::: Given data :::

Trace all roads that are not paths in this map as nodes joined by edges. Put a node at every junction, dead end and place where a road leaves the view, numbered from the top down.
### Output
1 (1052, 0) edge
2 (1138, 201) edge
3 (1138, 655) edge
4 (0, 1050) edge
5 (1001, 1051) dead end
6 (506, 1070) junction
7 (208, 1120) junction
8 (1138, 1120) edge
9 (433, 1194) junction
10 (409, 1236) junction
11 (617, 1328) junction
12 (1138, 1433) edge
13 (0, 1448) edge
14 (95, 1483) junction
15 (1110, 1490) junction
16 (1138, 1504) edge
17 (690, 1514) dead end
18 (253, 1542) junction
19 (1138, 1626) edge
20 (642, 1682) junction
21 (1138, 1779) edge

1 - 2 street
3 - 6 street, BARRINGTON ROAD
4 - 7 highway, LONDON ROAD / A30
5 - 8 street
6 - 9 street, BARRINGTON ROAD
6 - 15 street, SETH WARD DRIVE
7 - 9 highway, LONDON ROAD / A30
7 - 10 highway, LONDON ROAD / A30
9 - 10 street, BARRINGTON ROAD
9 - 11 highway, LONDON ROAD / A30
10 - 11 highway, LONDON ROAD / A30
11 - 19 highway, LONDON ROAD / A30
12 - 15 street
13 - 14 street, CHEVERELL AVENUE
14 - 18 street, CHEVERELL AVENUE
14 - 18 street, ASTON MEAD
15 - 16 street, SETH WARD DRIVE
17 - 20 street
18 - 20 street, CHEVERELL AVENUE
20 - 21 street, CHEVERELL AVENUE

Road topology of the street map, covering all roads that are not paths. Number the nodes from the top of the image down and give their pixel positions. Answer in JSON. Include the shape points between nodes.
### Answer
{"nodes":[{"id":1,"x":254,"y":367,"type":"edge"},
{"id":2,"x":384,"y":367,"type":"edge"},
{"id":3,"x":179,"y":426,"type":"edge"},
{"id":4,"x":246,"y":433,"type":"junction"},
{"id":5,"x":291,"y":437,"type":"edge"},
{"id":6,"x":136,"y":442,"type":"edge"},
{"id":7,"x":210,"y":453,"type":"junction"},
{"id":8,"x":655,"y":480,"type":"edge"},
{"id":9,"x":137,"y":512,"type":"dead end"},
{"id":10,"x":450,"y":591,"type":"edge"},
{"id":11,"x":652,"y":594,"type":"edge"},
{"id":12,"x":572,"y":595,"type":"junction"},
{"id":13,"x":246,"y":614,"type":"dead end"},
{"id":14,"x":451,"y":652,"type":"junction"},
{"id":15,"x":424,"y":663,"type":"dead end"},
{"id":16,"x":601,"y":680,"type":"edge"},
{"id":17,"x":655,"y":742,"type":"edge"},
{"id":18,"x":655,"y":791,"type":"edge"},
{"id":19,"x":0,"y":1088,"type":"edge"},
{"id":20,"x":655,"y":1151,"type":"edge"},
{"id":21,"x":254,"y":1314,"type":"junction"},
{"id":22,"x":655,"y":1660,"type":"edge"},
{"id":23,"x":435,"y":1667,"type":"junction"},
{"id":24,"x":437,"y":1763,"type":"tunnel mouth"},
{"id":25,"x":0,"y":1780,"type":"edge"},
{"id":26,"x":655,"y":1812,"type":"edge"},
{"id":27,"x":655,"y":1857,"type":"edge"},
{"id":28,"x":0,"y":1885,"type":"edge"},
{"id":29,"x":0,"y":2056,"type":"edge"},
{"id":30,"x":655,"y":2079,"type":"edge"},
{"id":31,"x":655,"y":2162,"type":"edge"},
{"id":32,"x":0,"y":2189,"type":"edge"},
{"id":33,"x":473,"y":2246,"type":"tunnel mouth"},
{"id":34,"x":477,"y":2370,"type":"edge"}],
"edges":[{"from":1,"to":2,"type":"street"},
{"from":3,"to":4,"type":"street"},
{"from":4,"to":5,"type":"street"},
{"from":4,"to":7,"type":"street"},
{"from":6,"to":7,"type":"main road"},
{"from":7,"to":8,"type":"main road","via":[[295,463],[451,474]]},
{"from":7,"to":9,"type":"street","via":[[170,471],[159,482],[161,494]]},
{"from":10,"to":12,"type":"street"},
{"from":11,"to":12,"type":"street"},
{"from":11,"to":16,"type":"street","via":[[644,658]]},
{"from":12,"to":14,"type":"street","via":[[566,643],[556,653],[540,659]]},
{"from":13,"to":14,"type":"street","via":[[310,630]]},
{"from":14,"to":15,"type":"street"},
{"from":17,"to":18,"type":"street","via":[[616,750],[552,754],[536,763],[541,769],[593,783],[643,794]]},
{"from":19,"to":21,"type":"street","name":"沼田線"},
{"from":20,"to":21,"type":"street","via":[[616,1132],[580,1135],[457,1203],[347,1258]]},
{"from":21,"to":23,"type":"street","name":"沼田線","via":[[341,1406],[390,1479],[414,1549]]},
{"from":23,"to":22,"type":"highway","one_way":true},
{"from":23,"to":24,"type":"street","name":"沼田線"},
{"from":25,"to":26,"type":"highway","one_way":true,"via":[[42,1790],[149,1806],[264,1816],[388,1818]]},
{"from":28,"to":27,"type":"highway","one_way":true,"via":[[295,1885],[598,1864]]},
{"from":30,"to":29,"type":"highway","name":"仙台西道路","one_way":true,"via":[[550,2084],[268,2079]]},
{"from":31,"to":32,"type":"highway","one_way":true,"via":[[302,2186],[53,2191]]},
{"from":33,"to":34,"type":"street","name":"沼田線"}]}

:::

■ **Task description**: Lines with "main" in them are what the answer must contain; copy each from the records above.

■ **Expected output**:
{"from":6,"to":7,"type":"main road"},
{"from":7,"to":8,"type":"main road","via":[[295,463],[451,474]]},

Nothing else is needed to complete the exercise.